| Meet Alexander (Alex) Keo

I'm Alexander Keo, and I'm running for State Representative in District 37 because we deserve leaders who understand struggle, who show up without a paycheck, and who fight for everyonenot just those with the right connections or socioeconomic status.

| Where I Come From

I was raised in Portland, Oregon, by my grandmother, who was born in South Carolina in 1930. She told me stories about her father driving Black voters to the polls in 1948, taking backroads to avoid those who wanted to stop them from casting their votes.

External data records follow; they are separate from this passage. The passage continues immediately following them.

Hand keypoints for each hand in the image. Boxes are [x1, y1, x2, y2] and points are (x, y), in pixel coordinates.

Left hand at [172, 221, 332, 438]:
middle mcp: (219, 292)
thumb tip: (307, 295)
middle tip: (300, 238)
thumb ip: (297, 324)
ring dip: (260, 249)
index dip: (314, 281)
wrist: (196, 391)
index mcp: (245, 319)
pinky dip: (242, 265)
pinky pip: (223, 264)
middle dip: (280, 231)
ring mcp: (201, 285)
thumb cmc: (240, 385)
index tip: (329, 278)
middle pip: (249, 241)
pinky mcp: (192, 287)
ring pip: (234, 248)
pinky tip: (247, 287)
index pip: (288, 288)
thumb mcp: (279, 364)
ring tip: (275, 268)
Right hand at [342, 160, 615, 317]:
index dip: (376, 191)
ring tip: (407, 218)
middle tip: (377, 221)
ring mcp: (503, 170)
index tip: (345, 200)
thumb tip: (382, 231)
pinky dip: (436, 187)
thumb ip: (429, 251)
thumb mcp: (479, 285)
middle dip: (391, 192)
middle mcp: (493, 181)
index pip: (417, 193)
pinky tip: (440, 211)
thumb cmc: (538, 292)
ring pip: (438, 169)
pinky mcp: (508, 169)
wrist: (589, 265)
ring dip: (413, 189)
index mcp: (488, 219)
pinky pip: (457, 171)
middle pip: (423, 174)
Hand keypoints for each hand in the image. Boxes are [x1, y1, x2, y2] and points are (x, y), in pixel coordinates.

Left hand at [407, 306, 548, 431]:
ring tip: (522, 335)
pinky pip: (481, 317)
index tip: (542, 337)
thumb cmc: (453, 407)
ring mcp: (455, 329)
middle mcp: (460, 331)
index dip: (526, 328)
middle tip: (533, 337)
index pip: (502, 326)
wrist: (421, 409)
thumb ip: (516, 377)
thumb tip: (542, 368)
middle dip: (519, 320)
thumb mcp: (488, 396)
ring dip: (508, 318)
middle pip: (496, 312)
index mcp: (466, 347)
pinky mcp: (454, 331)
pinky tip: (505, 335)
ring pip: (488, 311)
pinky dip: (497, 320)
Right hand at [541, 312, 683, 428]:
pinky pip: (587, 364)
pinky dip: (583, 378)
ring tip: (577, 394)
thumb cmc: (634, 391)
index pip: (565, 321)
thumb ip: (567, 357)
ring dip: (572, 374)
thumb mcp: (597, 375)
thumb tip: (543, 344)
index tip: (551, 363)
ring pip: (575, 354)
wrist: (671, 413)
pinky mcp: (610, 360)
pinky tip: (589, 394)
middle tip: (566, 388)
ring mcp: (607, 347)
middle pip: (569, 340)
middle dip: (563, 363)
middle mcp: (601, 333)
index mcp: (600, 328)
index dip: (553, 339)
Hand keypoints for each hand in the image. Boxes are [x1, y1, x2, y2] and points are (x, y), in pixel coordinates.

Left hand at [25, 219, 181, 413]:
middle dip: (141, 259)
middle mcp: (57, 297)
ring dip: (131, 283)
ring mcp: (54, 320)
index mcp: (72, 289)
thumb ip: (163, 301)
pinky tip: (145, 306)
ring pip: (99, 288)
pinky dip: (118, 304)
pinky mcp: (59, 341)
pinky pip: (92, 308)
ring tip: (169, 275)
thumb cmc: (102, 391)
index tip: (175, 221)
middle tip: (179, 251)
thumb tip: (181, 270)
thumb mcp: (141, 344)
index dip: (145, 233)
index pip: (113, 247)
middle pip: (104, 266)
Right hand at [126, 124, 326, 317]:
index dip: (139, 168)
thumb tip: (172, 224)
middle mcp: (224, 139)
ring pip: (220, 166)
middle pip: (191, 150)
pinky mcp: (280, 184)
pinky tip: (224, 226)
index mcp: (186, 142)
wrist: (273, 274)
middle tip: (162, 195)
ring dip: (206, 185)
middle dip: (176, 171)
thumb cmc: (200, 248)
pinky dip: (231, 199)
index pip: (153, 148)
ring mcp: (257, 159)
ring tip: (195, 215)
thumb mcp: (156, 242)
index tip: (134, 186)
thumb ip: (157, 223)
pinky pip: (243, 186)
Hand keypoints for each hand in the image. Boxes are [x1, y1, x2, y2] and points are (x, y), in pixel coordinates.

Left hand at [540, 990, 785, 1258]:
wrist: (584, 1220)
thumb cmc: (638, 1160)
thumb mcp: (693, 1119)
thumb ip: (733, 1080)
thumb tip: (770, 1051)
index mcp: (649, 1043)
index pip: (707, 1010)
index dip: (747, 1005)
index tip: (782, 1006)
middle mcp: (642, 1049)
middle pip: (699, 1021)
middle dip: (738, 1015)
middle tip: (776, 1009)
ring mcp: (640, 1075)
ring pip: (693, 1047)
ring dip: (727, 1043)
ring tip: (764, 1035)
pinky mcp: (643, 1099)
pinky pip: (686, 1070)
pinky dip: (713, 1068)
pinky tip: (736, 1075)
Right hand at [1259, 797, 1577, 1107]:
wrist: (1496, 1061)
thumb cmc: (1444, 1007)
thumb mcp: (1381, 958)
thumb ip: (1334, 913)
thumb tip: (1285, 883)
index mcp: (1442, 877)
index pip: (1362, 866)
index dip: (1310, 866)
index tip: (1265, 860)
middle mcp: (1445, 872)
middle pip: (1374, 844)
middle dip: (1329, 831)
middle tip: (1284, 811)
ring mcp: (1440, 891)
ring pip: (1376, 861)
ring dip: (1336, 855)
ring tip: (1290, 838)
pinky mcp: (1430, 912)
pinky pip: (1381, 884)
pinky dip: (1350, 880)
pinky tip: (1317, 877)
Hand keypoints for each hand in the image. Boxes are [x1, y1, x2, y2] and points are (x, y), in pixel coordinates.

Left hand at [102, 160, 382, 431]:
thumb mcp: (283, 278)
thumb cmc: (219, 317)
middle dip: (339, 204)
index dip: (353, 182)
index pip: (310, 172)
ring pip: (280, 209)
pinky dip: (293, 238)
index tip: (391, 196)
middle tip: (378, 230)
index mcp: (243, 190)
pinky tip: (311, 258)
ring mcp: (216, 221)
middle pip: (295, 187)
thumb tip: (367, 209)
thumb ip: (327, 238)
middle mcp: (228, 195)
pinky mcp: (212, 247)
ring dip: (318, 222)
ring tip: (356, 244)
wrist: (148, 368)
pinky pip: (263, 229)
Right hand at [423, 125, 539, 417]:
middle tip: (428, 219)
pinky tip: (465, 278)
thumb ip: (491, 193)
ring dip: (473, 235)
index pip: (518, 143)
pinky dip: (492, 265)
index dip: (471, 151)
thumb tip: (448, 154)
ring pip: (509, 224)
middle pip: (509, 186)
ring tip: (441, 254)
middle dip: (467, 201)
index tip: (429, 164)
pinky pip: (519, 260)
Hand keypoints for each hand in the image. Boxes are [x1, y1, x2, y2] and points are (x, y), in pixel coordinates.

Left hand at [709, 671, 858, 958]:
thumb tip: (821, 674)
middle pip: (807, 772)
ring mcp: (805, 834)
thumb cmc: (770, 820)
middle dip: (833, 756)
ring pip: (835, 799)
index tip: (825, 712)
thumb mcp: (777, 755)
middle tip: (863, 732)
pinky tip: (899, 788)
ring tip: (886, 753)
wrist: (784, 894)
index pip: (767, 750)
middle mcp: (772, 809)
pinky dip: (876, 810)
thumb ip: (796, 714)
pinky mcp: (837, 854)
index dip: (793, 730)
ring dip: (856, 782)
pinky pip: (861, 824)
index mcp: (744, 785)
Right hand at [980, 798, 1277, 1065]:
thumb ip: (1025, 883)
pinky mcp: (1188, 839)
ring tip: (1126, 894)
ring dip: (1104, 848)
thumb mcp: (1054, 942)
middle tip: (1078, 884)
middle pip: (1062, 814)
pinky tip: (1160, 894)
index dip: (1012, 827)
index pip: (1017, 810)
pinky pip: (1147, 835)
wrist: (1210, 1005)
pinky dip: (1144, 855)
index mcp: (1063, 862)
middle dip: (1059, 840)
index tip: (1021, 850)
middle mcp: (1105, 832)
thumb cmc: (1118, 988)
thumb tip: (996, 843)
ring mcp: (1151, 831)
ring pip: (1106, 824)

Her stories, combined with my family's long history of military service, taught me that courage isn't just about what you're willing to say, it's about what you're willing to do.

My family has lived through Jim Crow, the 2008 recession that nearly broke us, and the everyday indignities, including racial violence, that come with being Black, Korean, and multiracial in America.

As I've grown older, many of those I love have faced complex struggles, including my loving partner, who was once undocumented and knows what it's like to live in the shadows of a broken immigration system.

Her mother escaped the Civil War in El Salvador for a better life, but now they face prosecution. My parents lived before the Civil Rights Act of 1965 and remember what it took to win the rights we have today—and they know how quickly they can be taken away.

| Finding Purpose Through Struggle

In 2019, after a drug problem and a near-death moment, I've been on a personal mission of being the role model I needed as a kid. Since 2024, I've been deeply involved at Zion Community House of Prayer (ZUHOP), attending monthly community conversations about race, helping plan fundraisers and food drives, participating in church cleanups, and co-facilitating a free college-level political education class for our community members.

The class came out of a simple observation: too many people don't understand how our government works, and that's by design. Political illiteracy keeps people powerless. I'm working to change that, one classroom at a time.

| Building Systems That Work for People

I've spent my career building programs from the ground up. I graduated cum laude with a degree in political science and a minor in sociology from Washington State University.

I've worked in education, workforce development, and nonprofit leadership because I believe in meeting people where they are and building systems that actually work for them.

I have extensive experience in the nonprofit sector, where I've created the Government Affairs & Advocacy division at iUrban Teen and expanded youth programs across four states.

In the Seattle area, I directed programs supporting over 250 people experiencing homelessness and poverty, fighting for their dignity and their voice in policy conversations.

| Why I'm Running

I'm not running because I have all the answers. I'm running because I know how to listen, show up, and fight for people like my fiancée who are endangered by ICE. Our district is full of experts—teachers who know what our schools need, doctors who show unwavering compassion to our community members, neighbors who understand our housing crisis, and organizers who've been doing this work for years.

Real change happens when we build together, not when politicians pretend they have all the solutions.

District 37 deserves a representative who understands that housing is infrastructure, that education should be funded fairly regardless of ZIP code, that economic security creates safety, and that working families, not landowners, should benefit when we invest in transit and development.

I'm ready to fight for The Fourth Way: systemic change that fixes the rules of the economy, not just the symptoms. Let's build a district where everyone has a stake in our shared prosperity.